Norfolk Broads Picnic Weekend

The East Coast S&CA moved inland a little in September for a weekend on the beautiful Norfolk Broads. The advance party assembled at Martham Boat Yard late on Friday afternoon to take possession of our flotilla of traditional wooden boats: two gaff-rigged yachts (Japonica 1 & 7) and a six-berth motor cruiser (Judith V).

Having sailed from Martham as a teenager in the eighties I knew roughly what to expect. These boats, built in the 40s and 50s, have seen a lot of use and they’re not shiny, but everything works and they have bucketfuls of character (and bilge water) that the newer plastic bathtubs lack. A bit of a shock for some members, though! The boat yard toilets hadn’t even benefited from the basic maintenance and cleaning afforded the boats, and were truly frightening!

Since we weren’t fully assembled until after dark, we strolled through a beautiful Norfolk sunset to Martham village and the Victoria Inn. A local pub for local people, so a combination of not being local and the landlord preparing for a Saturday wedding reception meant that it was scampi and chips or chicken in a basket for dinner, but the Greene King IPA was in good shape.

An early challenge on Saturday morning was Potter Heigham bridge, just inches taller than our cruiser. We had to take on the bridge pilot who sagely advised “you can sit on the back if you like, but you won’t be there on the other side” and proceeded to whizz us under at frightening full throttle. The yachts didn’t need pilots but had to work out how to unhitch all the knitting and drop their counterbalanced masts into their ready-and-waiting low crutches.

Moored by mud-weight for lunch in the middle of beautiful South Walsham broad, we were joined by one of our local hosts Chris in Tim’s mast-less Colvic-Watson. He filled us in on local gossip and on Broads background. The rivers are natural but the broads themselves are the man-made result of peat cutting, dating back a thousand years or more.

Lack of wind meant that we didn’t make it to Wroxham but Tim and Chris found us moorings at the boatyard next to the New Inn in Horning. Air Hockey and a six-sided pool table provided entertainment either side of dinner for fifteen in the New Inn. The food was okay but the company (and the beer and the wine) more than made up for any lack of culinary sparkle.

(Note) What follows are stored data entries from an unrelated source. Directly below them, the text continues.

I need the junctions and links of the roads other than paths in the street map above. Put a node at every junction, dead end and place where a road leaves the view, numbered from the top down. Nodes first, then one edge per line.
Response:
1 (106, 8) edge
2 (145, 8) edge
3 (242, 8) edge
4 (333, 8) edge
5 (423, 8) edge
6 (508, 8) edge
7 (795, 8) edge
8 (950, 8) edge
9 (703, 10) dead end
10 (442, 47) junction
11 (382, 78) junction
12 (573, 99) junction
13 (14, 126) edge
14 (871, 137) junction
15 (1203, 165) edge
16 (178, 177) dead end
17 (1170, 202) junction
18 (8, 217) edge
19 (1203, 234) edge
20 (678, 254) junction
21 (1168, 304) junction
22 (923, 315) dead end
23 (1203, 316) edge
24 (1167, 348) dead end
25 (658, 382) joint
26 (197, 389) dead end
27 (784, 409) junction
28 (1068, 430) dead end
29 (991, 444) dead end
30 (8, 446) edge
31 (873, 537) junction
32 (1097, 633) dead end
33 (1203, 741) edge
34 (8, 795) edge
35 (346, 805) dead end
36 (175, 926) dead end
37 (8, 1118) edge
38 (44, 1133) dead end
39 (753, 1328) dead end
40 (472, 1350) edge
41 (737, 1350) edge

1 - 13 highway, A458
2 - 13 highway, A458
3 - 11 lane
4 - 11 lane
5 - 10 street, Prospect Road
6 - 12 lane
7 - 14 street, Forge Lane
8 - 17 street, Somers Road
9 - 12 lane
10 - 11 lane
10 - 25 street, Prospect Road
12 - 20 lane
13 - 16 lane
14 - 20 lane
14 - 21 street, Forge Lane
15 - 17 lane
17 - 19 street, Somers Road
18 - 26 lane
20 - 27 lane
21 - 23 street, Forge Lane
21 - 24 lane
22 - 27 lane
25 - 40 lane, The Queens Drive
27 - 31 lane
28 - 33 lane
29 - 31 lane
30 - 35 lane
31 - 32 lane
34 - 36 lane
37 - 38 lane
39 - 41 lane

Sunday brought some welcome wind for the yachts and those of us on the cruiser began to wish we’d opted for sail instead. River sailing brings its own challenges: Nick, John, Robert and Mike had a couple of close encounters with the bank with consequent deployment of the quant (sturdy punt pole). We squeezed into the staithe at Ranworth and worked up an appetite by climbing the 87 steps and two step ladders of the church tower for great views across the broads. A picnic followed on the grass by the staithe, filling up on endless and delicious roast chicken and pesto sandwiches courtesy of Paul and Jimmy. We exchanged waves with the crew of a posh plastic hire cruiser sporting a big rainbow flag – perhaps we need flyers and membership forms to hand out in such circumstances?

With demon driver Graeme at the wheel, Judith raced back to be at Potter Heigham before the pilot went home at 4.30, only to find him otherwise occupied until almost 5.30. But this let us admire the honed skills of Japonica 1 as she dropped her mast under way and shot the bridge. Safely back at Martham we went out separate ways, some staying on to return the boats on Monday morning.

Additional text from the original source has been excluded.